Experimental results show that the robot can correctly avoid obstacles under four conditions: avoiding obstacles and maintaining the minimum safe distance of more than one fuselage. During the operation of the robot, the total angular velocity changes within a small range. Within the controllable range, the path has no jitter phenomenon, the obstacle avoidance trajectory is smooth, and the stability is good. It is proved that the proposed autonomous local obstacle avoidance system route can accurately identify obstacles and formulate a fast and accurate obstacle avoidance plan.

5. Conclusions

With the rapid development of positioning technology, people basically have positioning software on their mobile phones. At present, the positioning technology for outdoor environments is very mature, and outdoor positioning is mainly based on GPS, satellites, etc. But for the positioning system in the indoor environment, there is no mature technology that can be completed at present. GPS and satellites that rely on outdoor positioning are greatly affected by the occlusion of indoor walls, and the positioning effect is not so good, so they are not suitable for indoor positioning systems. Indoor WiFi systems are also limited by space and need to frequently update the database, and the update cost is not low. When building an indoor positioning system with sensors such as lasers, it is also difficult to establish a database of environmental characteristics.
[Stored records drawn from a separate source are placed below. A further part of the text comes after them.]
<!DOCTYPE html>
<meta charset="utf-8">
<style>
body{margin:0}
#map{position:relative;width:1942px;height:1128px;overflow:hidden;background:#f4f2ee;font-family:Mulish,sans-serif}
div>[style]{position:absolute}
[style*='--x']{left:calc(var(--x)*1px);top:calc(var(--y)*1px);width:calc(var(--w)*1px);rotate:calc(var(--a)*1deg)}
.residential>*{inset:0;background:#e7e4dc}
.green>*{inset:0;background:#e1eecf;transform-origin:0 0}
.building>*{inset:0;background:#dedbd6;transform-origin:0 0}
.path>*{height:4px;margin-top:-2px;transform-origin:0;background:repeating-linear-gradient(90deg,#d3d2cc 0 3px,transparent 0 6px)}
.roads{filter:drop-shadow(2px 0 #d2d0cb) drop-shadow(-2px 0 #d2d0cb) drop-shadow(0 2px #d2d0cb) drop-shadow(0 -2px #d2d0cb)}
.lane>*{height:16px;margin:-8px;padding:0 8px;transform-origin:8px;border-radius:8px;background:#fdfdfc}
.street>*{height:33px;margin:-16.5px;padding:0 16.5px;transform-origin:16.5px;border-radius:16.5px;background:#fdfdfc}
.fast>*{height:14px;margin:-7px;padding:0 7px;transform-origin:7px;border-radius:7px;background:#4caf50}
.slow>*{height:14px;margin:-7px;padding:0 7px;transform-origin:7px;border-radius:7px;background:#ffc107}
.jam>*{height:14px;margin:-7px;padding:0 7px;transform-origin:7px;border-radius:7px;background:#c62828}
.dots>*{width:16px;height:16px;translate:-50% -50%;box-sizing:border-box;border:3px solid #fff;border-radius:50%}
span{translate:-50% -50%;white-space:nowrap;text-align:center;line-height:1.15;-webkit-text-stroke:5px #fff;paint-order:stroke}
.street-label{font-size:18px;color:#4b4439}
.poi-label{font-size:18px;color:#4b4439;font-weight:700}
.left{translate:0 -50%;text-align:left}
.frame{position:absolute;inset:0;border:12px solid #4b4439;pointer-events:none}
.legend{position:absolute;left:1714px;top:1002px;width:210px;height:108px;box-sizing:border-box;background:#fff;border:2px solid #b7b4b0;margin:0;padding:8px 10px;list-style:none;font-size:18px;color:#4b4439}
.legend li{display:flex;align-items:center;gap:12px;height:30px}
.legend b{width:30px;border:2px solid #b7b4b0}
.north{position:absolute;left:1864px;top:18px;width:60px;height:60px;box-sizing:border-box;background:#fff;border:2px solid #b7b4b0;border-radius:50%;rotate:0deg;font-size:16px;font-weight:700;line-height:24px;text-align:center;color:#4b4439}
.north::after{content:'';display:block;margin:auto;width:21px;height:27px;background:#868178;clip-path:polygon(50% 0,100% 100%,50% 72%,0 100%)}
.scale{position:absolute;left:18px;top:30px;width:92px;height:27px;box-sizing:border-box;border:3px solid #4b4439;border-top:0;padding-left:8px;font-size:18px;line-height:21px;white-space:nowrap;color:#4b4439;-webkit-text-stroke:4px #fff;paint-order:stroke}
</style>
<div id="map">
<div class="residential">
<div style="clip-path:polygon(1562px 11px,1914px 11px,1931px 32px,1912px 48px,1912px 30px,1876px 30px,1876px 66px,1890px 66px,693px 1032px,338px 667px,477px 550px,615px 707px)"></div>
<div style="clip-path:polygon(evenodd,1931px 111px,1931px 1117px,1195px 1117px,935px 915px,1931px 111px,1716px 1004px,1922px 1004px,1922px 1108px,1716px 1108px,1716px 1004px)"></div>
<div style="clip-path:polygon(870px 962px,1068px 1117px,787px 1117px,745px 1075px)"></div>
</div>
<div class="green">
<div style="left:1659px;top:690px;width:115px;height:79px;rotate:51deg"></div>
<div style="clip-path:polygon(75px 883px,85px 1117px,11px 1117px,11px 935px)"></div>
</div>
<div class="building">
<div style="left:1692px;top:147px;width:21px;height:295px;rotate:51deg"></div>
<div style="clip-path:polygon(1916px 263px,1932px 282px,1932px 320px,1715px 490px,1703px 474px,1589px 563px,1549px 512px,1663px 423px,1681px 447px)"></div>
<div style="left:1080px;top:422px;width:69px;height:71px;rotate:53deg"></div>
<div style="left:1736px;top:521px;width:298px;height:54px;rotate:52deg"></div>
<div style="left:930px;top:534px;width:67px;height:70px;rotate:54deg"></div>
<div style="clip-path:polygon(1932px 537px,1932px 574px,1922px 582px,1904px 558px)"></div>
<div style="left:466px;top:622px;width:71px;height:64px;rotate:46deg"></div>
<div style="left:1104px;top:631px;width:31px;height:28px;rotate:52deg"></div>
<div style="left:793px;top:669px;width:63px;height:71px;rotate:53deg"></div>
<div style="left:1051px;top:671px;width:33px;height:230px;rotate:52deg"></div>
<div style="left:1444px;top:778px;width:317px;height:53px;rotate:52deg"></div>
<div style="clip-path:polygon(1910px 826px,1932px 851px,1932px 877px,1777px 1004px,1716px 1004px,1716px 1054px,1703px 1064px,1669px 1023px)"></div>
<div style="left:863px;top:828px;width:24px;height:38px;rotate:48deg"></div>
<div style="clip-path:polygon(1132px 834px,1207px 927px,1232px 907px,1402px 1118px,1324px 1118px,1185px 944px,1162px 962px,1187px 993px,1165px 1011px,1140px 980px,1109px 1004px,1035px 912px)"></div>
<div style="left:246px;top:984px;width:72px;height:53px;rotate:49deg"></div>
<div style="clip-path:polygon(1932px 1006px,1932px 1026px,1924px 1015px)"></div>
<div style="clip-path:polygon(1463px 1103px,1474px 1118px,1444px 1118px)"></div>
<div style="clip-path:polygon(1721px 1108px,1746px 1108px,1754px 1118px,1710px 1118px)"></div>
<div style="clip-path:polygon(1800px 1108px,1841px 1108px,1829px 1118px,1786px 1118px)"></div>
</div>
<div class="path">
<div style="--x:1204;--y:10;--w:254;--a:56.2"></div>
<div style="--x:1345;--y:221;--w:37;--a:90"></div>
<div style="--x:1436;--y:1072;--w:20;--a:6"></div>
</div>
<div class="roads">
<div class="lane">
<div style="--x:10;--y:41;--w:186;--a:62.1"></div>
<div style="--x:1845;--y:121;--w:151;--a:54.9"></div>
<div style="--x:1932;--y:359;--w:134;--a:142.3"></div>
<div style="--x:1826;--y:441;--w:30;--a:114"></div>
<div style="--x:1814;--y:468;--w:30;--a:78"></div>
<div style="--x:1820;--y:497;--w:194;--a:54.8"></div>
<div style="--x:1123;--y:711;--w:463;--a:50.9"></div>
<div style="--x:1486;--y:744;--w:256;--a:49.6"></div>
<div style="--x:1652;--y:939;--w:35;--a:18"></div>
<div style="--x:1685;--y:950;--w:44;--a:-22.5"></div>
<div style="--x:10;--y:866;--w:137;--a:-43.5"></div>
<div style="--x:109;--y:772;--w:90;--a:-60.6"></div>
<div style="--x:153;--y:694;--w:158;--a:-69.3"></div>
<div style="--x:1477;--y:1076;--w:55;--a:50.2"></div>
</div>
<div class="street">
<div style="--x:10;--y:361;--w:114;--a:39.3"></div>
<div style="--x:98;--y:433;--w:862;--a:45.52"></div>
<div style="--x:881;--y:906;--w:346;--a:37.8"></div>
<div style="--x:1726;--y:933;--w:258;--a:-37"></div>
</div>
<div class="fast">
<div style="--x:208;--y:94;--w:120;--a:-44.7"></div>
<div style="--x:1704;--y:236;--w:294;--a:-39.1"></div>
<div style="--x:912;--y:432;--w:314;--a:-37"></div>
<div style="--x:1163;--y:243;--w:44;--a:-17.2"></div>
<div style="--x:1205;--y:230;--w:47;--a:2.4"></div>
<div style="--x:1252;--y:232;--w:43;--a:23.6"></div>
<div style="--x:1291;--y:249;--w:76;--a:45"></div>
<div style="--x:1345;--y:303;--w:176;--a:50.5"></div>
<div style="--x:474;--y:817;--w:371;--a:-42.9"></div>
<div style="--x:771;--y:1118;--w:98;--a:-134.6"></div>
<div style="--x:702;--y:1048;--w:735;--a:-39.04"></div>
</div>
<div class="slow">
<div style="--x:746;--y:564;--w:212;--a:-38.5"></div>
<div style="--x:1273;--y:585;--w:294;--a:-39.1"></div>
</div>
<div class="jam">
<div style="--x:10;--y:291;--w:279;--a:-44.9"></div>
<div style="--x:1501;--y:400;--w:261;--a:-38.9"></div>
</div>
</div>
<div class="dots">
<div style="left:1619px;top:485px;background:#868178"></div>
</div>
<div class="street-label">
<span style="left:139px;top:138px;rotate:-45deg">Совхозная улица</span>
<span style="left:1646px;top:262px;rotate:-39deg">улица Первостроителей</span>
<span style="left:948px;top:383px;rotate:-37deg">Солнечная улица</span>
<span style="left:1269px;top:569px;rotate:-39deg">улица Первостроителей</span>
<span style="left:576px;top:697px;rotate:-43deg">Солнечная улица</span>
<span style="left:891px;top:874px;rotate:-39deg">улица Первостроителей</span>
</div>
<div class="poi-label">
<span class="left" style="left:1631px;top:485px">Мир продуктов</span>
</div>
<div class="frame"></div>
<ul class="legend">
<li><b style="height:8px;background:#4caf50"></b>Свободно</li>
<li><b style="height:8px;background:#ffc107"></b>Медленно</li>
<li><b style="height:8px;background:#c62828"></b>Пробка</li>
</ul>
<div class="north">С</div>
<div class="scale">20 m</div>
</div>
The main reason for choosing visual positioning is that the development of visual sensors is great, the image information captured is also rich, and the equipment is simple and convenient. Therefore, this study studies a Faster RCNN data collection method based on VGG16 to improve the speed and accuracy of data collection. At the same time, it also studies the road robot obstacle avoidance method based on the improved obstacle method, which improves the road robot obstacle avoidance motion planning. The research content of this study is mainly divided into two parts: neural network algorithm and computer vision positioning model, local obstacle avoidance algorithm optimization, and system design. The model mainly involves neural network algorithm and computer vision positioning technology, while algorithm optimization and system design mainly include local obstacle avoidance system architecture, local obstacle avoidance algorithm optimization model, and model simulation experimental results.

Data Availability

The datasets used and/or analyzed during the current study are available from the corresponding author on reasonable request.

Conflicts of Interest

The author declares no competing interests.

Acknowledgments

This study was supported by the National Key Research and Development Program of China (2018YFB1702000); the Fundamental Research Funds for the Central Universities (N2024005-1); and the National Natural Science Foundation of China (No. 61671141).